= Leila Buckley =

British writer (1917–2013)

Leila Charlotte Evelyn Petronella Buckley (16 January 1917 – 25 January 2013), née Porter, known by her pen name Frances Lobb, was an English poet, novelist and translator. She was the daughter of Lt.-Col. Adrian Sydney Morton Porter OStJ, a King's Messenger, and the author Rose Henniker Heaton. Her grandfather was the postal reformer Sir John Henniker Heaton, 1st Baronet.

She married, firstly, the renowned Oxford classicist Courtenay Edward Stevens in 1938. She and Courtenay Stevens were divorced. She married, secondly, Philip Strachan Buckley in 1949.

During the Second World War she worked in the Political Intelligence Department of the Foreign Office.

== Works ==

=== Novels ===
- The Vow, Book Guild, 1999
- The Strangers, Art & Educational Publishers, 1947
- Handsome Johnnie, Faber and Faber, 1941

=== Translations ===

Leila Buckley translated works between English, German, Italian, French, Latin and ancient Greek.
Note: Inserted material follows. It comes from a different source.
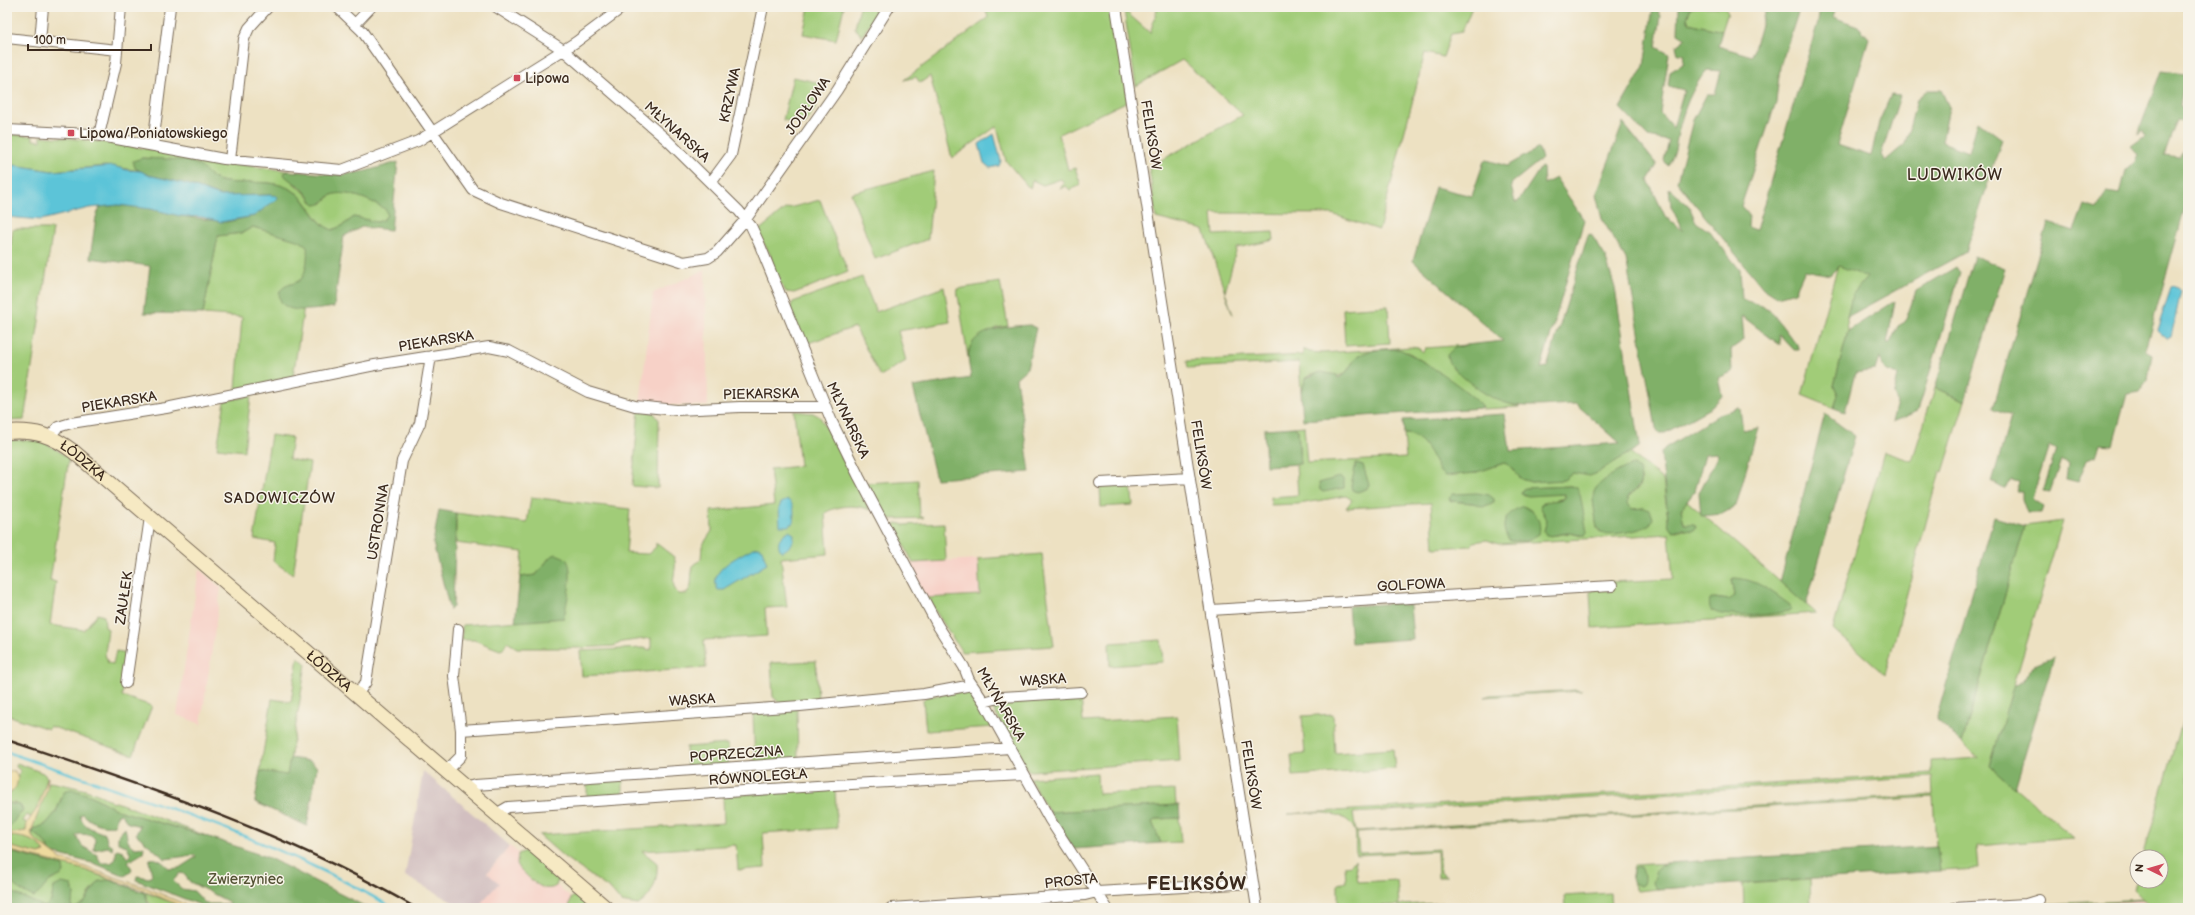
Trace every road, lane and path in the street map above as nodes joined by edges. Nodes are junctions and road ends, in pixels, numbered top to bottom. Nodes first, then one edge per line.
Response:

She is perhaps most famous as the English translator of Dino Buzzati's The Bears' Famous Invasion of Sicily.

She translated Mussolini's Memoirs 1942-1943, (George Weidenfeld & Nicolson, 1949) into English.

Other works include:

- The Day of the Bomb, Karl Bruckner, 1962
- Momo (novel), Michael Ende, 1973, as The Grey Gentlemen, Puffin Books, 1974
- The Golden Pharaoh, Karl Bruckner, Burke, 1959
- The Twenty Four Love Sonnets, Louise Labé, Euphorion, 1950 (trans. from 16th century Middle French and Italian)
- The Prince of Mexico, Federica de Cesco, Burke, 1968
- Saturn and Melancholy: Studies in the history of national philosophy, religion and art, Raymond Klibansky, Erwin Panofsky & Fritz Saxl, Thomas Nelson & Sons, 1964.